National Australia Bank was first off launching its Straight Up Card. Twenty four hours, Australia’s largest lender launched its Neo card although it wont’ be available to customers until late this year.
In launching the Straight Up Card, NAB group executive, personal banking, Rachel Slade acknowledged changing consumer needs.
“Credit cards have not really evolved in recent years. But our customers’ needs and expectations are changing and we want to change with them,” she said.
“In the NAB StraightUp Card, we’ve created something completely different to every other credit card available today, with a simpler approach that makes it easy for customers to take control of their finances.”
The offerings are also targeted to younger demographics, the key cohort embracing installment payments.
With BNPL juggernaut AfterPay securing 20,500 customers a day on its platform, it’s no surprise banks are rethinking their card propositions.
For RFi Group managing director, consulting Alex Boorman, the launch of these products seem to be positioned to not only target younger groups but also taken them along the credit journey with the bank.
“I see these products as being entry level cards, that is cards that people start their credit card experience with,” Boorman said.
Here, the assumption would be that people would gravitate to conventional cards once they find the available credit limit is no longer sufficient.

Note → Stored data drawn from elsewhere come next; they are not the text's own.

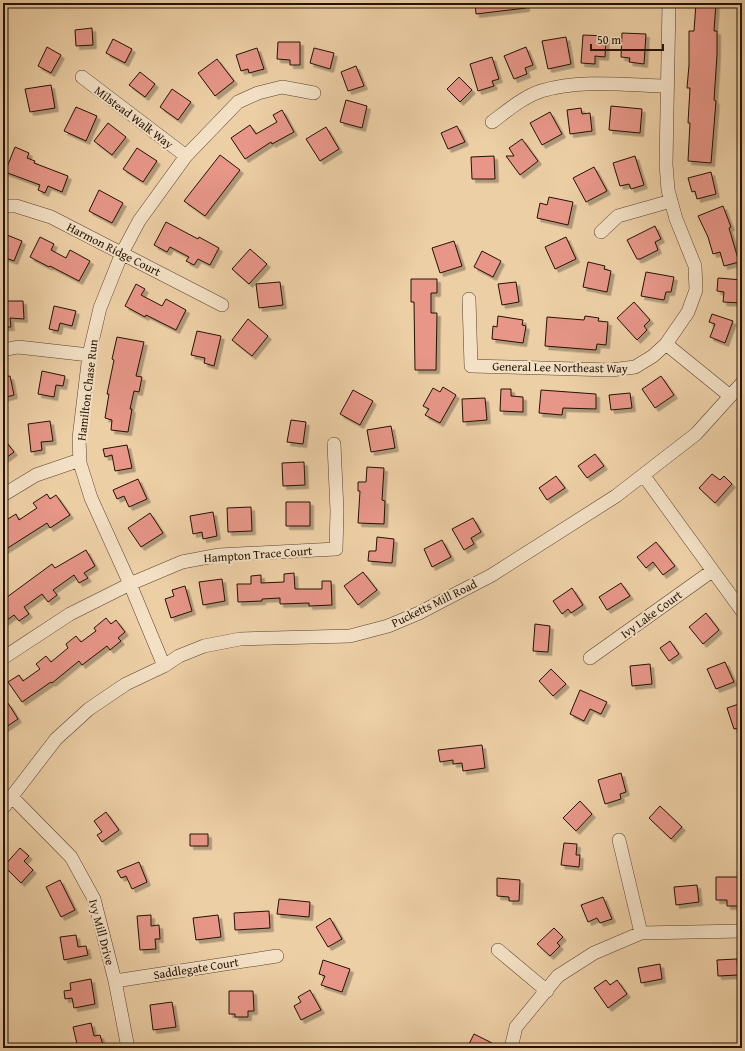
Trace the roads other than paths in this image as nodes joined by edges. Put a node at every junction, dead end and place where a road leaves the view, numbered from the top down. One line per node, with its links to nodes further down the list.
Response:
1 (669, 3): 3 (street, General Lee Northeast Way)
2 (82, 77): 6 (street, Milstead Walk Way)
3 (667, 86): 5 (street); 7 (street, General Lee Northeast Way)
4 (314, 93): 6 (street, Hamilton Chase Run)
5 (492, 122)
6 (186, 156): 10 (street, Hamilton Chase Run)
7 (671, 201): 9 (street); 13 (street, General Lee Northeast Way)
8 (3, 206): 10 (street, Harmon Ridge Court)
9 (602, 232)
10 (122, 253): 12 (street, Harmon Ridge Court); 15 (street, Hamilton Chase Run)
11 (469, 299): 13 (street, General Lee Northeast Way)
12 (222, 305)
13 (666, 344): 17 (street)
14 (3, 350): 15 (street)
15 (89, 355): 19 (street, Hamilton Chase Run)
16 (742, 383): 17 (street, Pucketts Mill Road)
17 (730, 396): 20 (street, Pucketts Mill Road)
18 (334, 444): 23 (street, Hampton Trace Court)
19 (80, 460): 21 (street); 23 (street, Hamilton Chase Run)
20 (644, 476): 22 (street); 27 (street, Pucketts Mill Road)
21 (3, 495)
22 (712, 571): 24 (street); 26 (street, Ivy Lake Court)
23 (130, 584): 25 (street, Hampton Trace Court); 27 (street, Hamilton Chase Run)
24 (742, 611)
25 (3, 658)
26 (590, 658)
27 (164, 666): 28 (street, Pucketts Mill Road)
28 (12, 797): 29 (street, Pucketts Mill Road); 35 (street, Ivy Mill Drive)
29 (3, 808)
30 (619, 840): 32 (street)
31 (742, 931): 32 (street)
32 (641, 932): 36 (street)
33 (498, 950): 36 (street)
34 (277, 956): 35 (street, Saddlegate Court)
35 (115, 981): 37 (street, Ivy Mill Drive)
36 (547, 991): 38 (street)
37 (128, 1048)
38 (511, 1048)

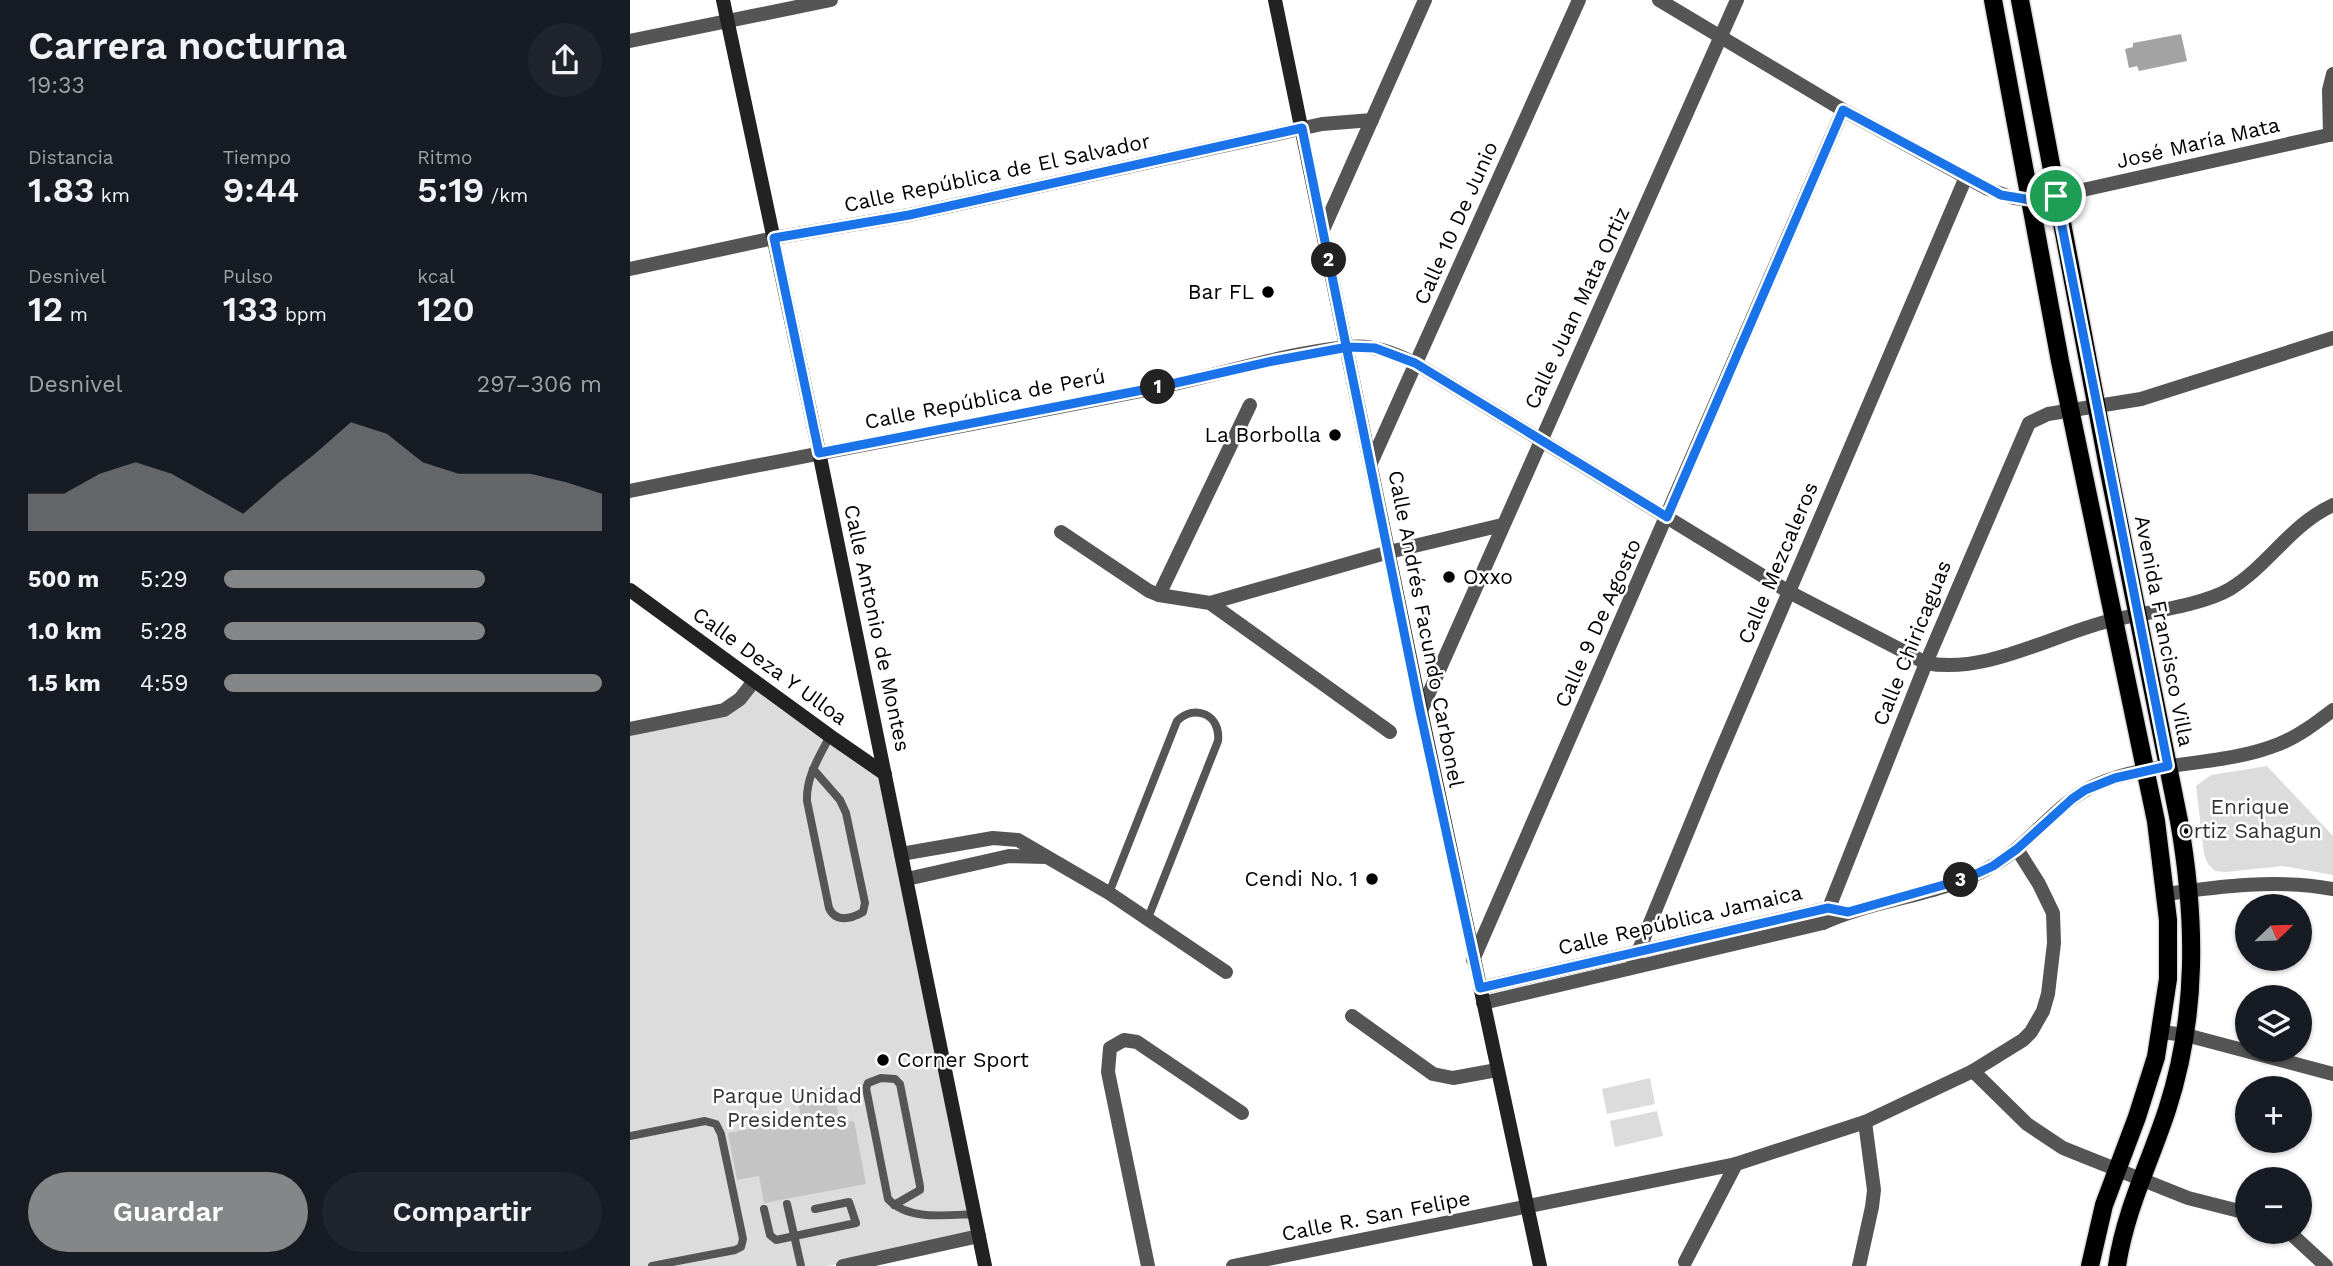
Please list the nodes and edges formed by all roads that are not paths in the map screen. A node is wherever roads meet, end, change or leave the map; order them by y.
1 (723, 0) edge
2 (831, 0) edge
3 (1275, 0) edge
4 (1424, 0) edge
5 (1579, 0) edge
6 (1659, 0) edge
7 (1737, 0) edge
8 (1993, 0) edge
9 (2020, 0) edge
10 (727, 21) junction
11 (1720, 37) junction
12 (630, 41) edge
13 (2333, 74) edge
14 (1843, 110) junction
15 (1372, 120) junction
16 (1302, 128) junction
17 (2332, 134) edge
18 (1966, 177) junction
19 (2056, 196) junction
20 (2031, 200) junction
21 (1323, 230) junction
22 (774, 238) junction
23 (630, 269) edge
24 (2333, 338) edge
25 (1348, 347) junction
26 (1415, 363) junction
27 (1250, 405) dead end
28 (2096, 408) junction
29 (2071, 411) junction
30 (1540, 439) junction
31 (819, 453) junction
32 (1371, 463) junction
33 (630, 491) edge
34 (2333, 505) edge
35 (1667, 517) junction
36 (1502, 525) junction
37 (1061, 531) dead end
38 (1389, 552) junction
39 (630, 590) edge
40 (1789, 592) junction
41 (1158, 595) junction
42 (1210, 603) junction
43 (2137, 616) junction
44 (2115, 620) junction
45 (1926, 663) junction
46 (754, 681) junction
47 (2333, 709) edge
48 (1420, 711) junction
49 (630, 729) edge
50 (1390, 732) dead end
51 (830, 736) junction
52 (2168, 766) junction
53 (813, 769) junction
54 (2145, 771) junction
55 (886, 774) junction
56 (2017, 849) junction
57 (901, 855) junction
58 (1049, 857) junction
59 (907, 879) junction
60 (2333, 889) edge
61 (2189, 891) junction
62 (1108, 893) junction
63 (2166, 894) junction
64 (1828, 908) junction
65 (1848, 912) junction
66 (1148, 918) junction
67 (1823, 923) junction
68 (1639, 950) junction
69 (1473, 960) junction
70 (1632, 967) junction
71 (1226, 972) dead end
72 (1481, 996) junction
73 (1352, 1016) dead end
74 (2161, 1032) junction
75 (2186, 1035) junction
76 (1497, 1070) junction
77 (1973, 1071) junction
78 (2333, 1074) edge
79 (1242, 1113) dead end
80 (1865, 1122) junction
81 (630, 1136) edge
82 (1736, 1164) junction
83 (2116, 1170) junction
84 (2140, 1180) junction
85 (788, 1204) dead end
86 (894, 1205) junction
87 (1527, 1208) junction
88 (764, 1209) dead end
89 (815, 1209) dead end
90 (2235, 1210) edge
91 (975, 1214) junction
92 (795, 1236) junction
93 (979, 1236) junction
94 (2302, 1244) edge
95 (1685, 1262) dead end
96 (678, 1264) edge
97 (652, 1266) edge
98 (801, 1266) edge
99 (843, 1266) edge
100 (985, 1266) edge
101 (1148, 1266) edge
102 (1233, 1266) edge
103 (1540, 1266) edge
104 (1859, 1266) edge
105 (2090, 1266) edge
106 (2117, 1266) edge
107 (2326, 1266) edge

1 - 10 main road, Calle Antonio de Montes
2 - 10 street
3 - 16 main road, Calle Andrés Facundo Carbonel
4 - 15 street
5 - 26 street, Calle 10 De Junio
6 - 11 street
7 - 11 street, Calle Juan Mata Ortiz
8 - 20 main road
9 - 19 main road, Avenida Francisco Villa
10 - 12 street
10 - 22 main road, Calle Antonio de Montes
11 - 14 street
11 - 30 street, Calle Juan Mata Ortiz
13 - 17 street
14 - 18 street
14 - 35 street, Calle 9 De Agosto
15 - 16 street, Calle República de El Salvador
15 - 21 street
16 - 21 main road, Calle Andrés Facundo Carbonel
16 - 22 street, Calle República de El Salvador
17 - 19 street, José María Mata
18 - 20 street
18 - 40 street, Calle Mezcaleros
19 - 20 street, José María Mata
19 - 28 main road, Avenida Francisco Villa
20 - 29 main road
21 - 25 main road, Calle Andrés Facundo Carbonel
22 - 23 street, Calle República de El Salvador
22 - 31 main road, Calle Antonio de Montes
24 - 28 street, Calle Chiricaguas
25 - 26 street, Calle República de Perú
25 - 31 street, Calle República de Perú
25 - 32 main road, Calle Andrés Facundo Carbonel
26 - 30 street, Calle República de Perú
26 - 32 street, Calle 10 De Junio
27 - 41 street
28 - 29 street, Calle Chiricaguas
28 - 43 main road, Avenida Francisco Villa
29 - 44 main road
29 - 45 street, Calle Chiricaguas
30 - 35 street, Calle República de Perú
30 - 36 street, Calle Juan Mata Ortiz
31 - 33 street, Calle República de Perú
31 - 55 main road, Calle Antonio de Montes
32 - 38 main road, Calle Andrés Facundo Carbonel
34 - 43 street
35 - 40 street, Calle República de Perú
35 - 69 street, Calle 9 De Agosto
36 - 38 street
36 - 48 street, Calle Juan Mata Ortiz
37 - 41 street
38 - 42 street
38 - 48 main road, Calle Andrés Facundo Carbonel
39 - 46 main road, Calle Deza Y Ulloa
40 - 45 street, Calle República de Perú
40 - 68 street, Calle Mezcaleros
41 - 42 street
42 - 50 street
43 - 44 street
43 - 52 main road, Avenida Francisco Villa
44 - 45 street
44 - 54 main road
45 - 64 street, Calle Chiricaguas
46 - 49 street
46 - 51 main road, Calle Deza Y Ulloa
47 - 52 street, Calle República Jamaica
48 - 69 main road, Calle Andrés Facundo Carbonel
51 - 53 lane
51 - 55 main road, Calle Deza Y Ulloa
52 - 54 street, Calle República Jamaica
52 - 61 main road, Avenida Francisco Villa
53 - 53 lane
54 - 56 street, Calle República Jamaica
54 - 63 main road
55 - 57 main road, Calle Antonio de Montes
56 - 65 street, Calle República Jamaica
56 - 77 street, Calle R. San Felipe
57 - 58 street
57 - 59 main road, Calle Antonio de Montes
58 - 59 street
58 - 62 street
59 - 91 main road, Calle Antonio de Montes
60 - 61 street
61 - 63 street
61 - 75 main road, Avenida Francisco Villa
62 - 66 street
62 - 66 lane
63 - 74 main road
64 - 65 street, Calle República Jamaica
64 - 67 street, Calle Chiricaguas
64 - 68 street, Calle República Jamaica
65 - 67 street, Calle República Jamaica
66 - 71 street
67 - 70 street, Calle República Jamaica
68 - 70 street, Calle Mezcaleros
68 - 72 street, Calle República Jamaica
69 - 72 main road, Calle Andrés Facundo Carbonel
70 - 72 street, Calle República Jamaica
72 - 76 main road, Calle Andrés Facundo Carbonel
73 - 76 street
74 - 75 street
74 - 83 main road
75 - 78 street
75 - 84 main road, Avenida Francisco Villa
76 - 87 main road, Calle Andrés Facundo Carbonel
77 - 80 street, Calle R. San Felipe
77 - 83 street
79 - 101 street
80 - 82 street, Calle R. San Felipe
80 - 104 street
81 - 96 lane
82 - 87 street, Calle R. San Felipe
82 - 95 street
83 - 84 street
83 - 105 main road
84 - 90 street
84 - 106 main road, Avenida Francisco Villa
85 - 92 lane
86 - 86 lane
86 - 91 lane
87 - 102 street, Calle R. San Felipe
87 - 103 main road, Calle Andrés Facundo Carbonel
88 - 92 lane
89 - 92 lane
91 - 93 main road, Calle Antonio de Montes
92 - 98 lane
93 - 99 street
93 - 100 main road, Calle Antonio de Montes
94 - 107 street
96 - 97 lane

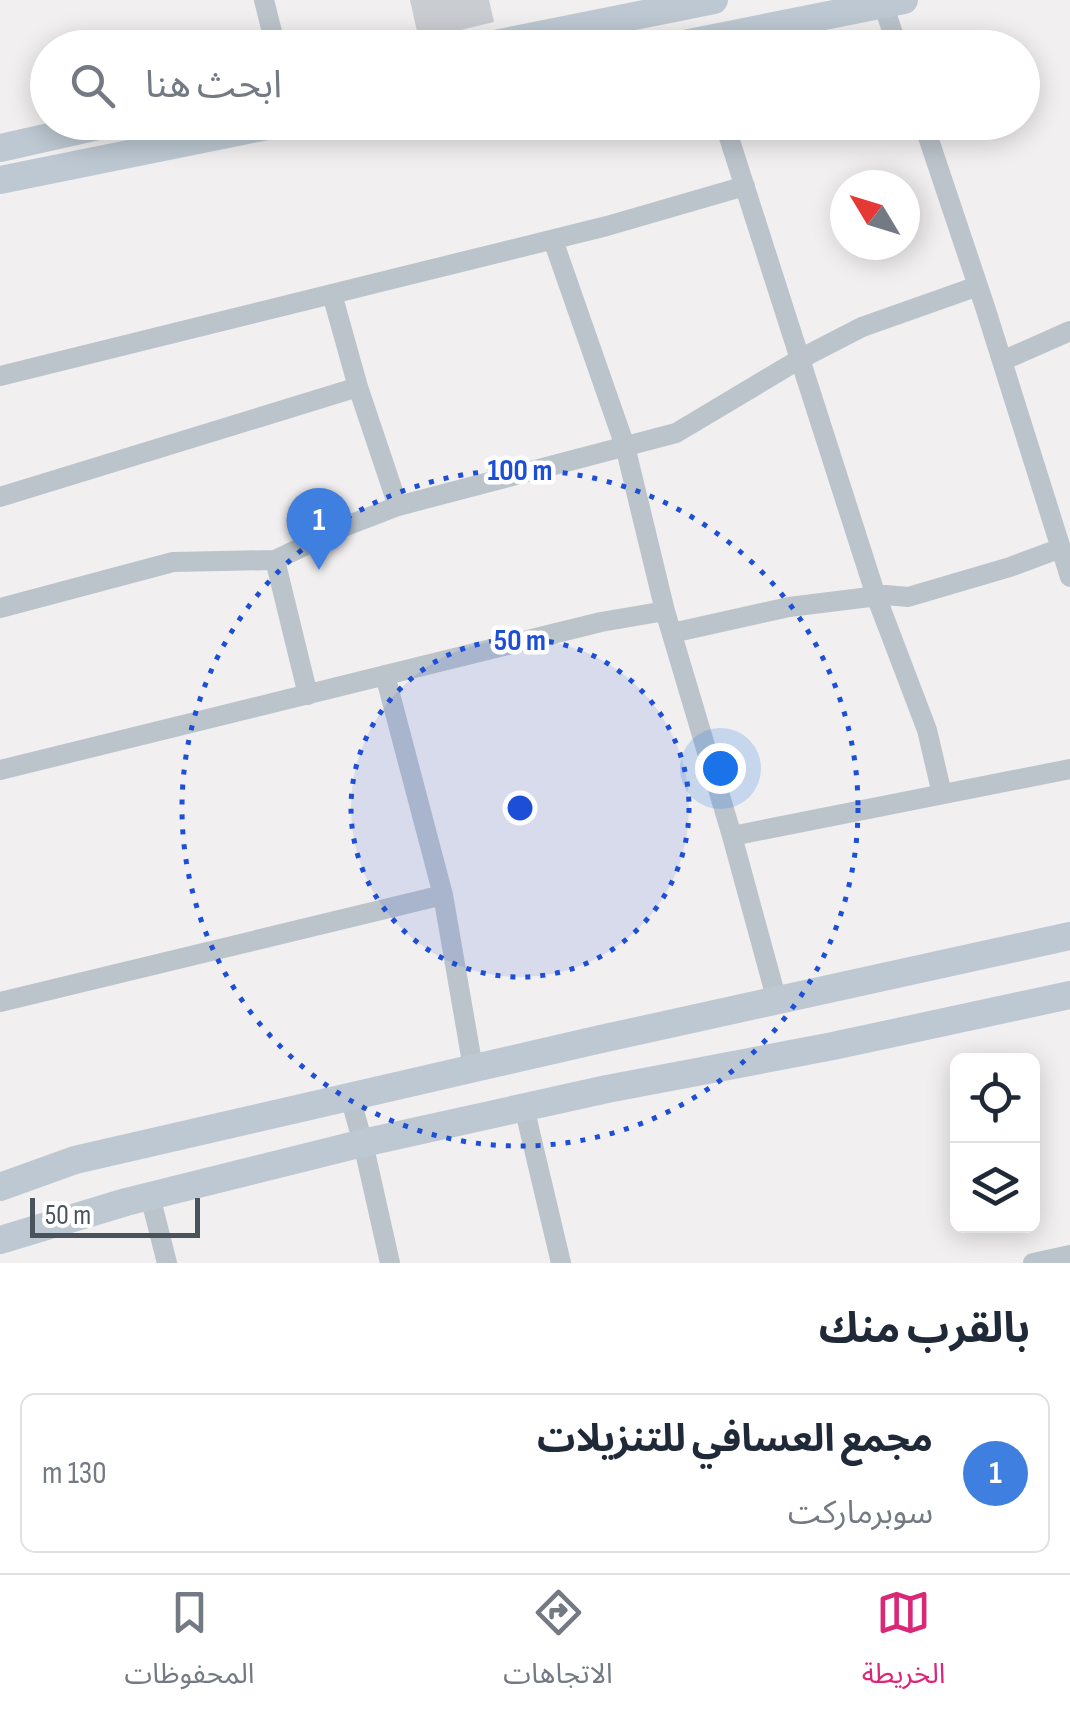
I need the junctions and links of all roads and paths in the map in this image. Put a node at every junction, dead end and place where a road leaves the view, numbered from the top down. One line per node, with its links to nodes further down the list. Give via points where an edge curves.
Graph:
1 (264, 0): 4 (street)
2 (704, 1): 5 (street)
3 (894, 2): 6 (street); 7 (street)
4 (272, 30)
5 (563, 30)
6 (763, 30)
7 (896, 30)
8 (36, 140): 12 (street)
9 (198, 140): 13 (street)
10 (730, 140): 14 (street)
11 (929, 140): 16 (street)
12 (0, 148)
13 (0, 180)
14 (745, 186): 15 (street); 19 (street)
15 (553, 240): 17 (street); 23 (street)
16 (978, 286): 19 (street, via 862,327); 20 (street)
17 (332, 294): 21 (street); 22 (street)
18 (1070, 331): 20 (street)
19 (800, 360): 23 (street, via 676,433); 29 (street)
20 (1002, 362): 26 (street)
21 (0, 376)
22 (358, 387): 24 (street); 25 (street)
23 (625, 446): 25 (street); 31 (street)
24 (0, 497)
25 (398, 506): 27 (street)
26 (1061, 548): 28 (street); 29 (street, via 908,597)
27 (275, 560): 30 (street, via 173,562); 34 (street)
28 (1070, 577)
29 (876, 596): 32 (street, via 789,607); 37 (street, via 927,730)
30 (0, 608)
31 (665, 611): 32 (street); 33 (street)
32 (672, 634): 38 (street)
33 (386, 676): 34 (street); 39 (street)
34 (308, 694): 35 (street)
35 (0, 770)
36 (1070, 770): 37 (street)
37 (942, 794): 38 (street)
38 (732, 836): 42 (street)
39 (442, 894): 43 (street); 44 (street)
40 (1070, 936): 42 (street)
41 (1070, 995): 46 (street)
42 (777, 1000): 44 (street)
43 (0, 1002)
44 (473, 1068): 45 (street)
45 (350, 1097): 47 (street); 48 (street, via 75,1160)
46 (524, 1107): 47 (street); 54 (street)
47 (363, 1143): 49 (street); 53 (street)
48 (0, 1187)
49 (150, 1196): 50 (street); 52 (street)
50 (0, 1240)
51 (1070, 1255): 55 (street)
52 (167, 1263)
53 (390, 1263)
54 (561, 1263)
55 (1033, 1263)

“It is interesting because until now entry level products have not really been a focus for the banks, because they are poor revenue generators versus other types of cards,” Boorman said.
Compare the pair
“BNPL has likely increased focus on them because people have been starting their credit journey with BNPL rather than with a card.”
CBA’s credit card also offers access to discounts and cash back offers with a range of retailers through CommBank Rewards.
For example a customer may receive a $15 cash back offer when they spend at one of the 80 plus retailers.
According to RFi Group, rewards remain a viable way of capturing the cardholder’s wallet, more than for non-rewards offerings.
CBA’s card will have credit limits of $1,000, $2,000 and $3,000 with no interest and no late or currency conversion fees.
RateCity has undertaken some analysis to compare and contrast the offerings.
While CBA’s card is eerily similar to the NAB card, aside from the small variation in monthly fees, there are two key differences, according to RateCity research director Sally Tindall.
“The main difference between the two cards is NAB is asking customers to pay back more of their debt each month, which will see them clear it faster,” she said.
The second difference is the loyalty offering as highlighted earlier.
With BNPL underpinning this new rollout of these new credit cards, RateCity also provided a comparison of how NAB and CBA’s offerings compare with other BNPL providers.
The most notable difference between the banks and BNPL providers is around late fees.
Tindall too believes that banks have been forced to come up with a credit card that can compete with BNPL.
These new cards signal it’s game on between the big banks and buy now, pay later, she said adding that “at this rate, Westpac and ANZ will have interest free cards on offer before the week’s out”.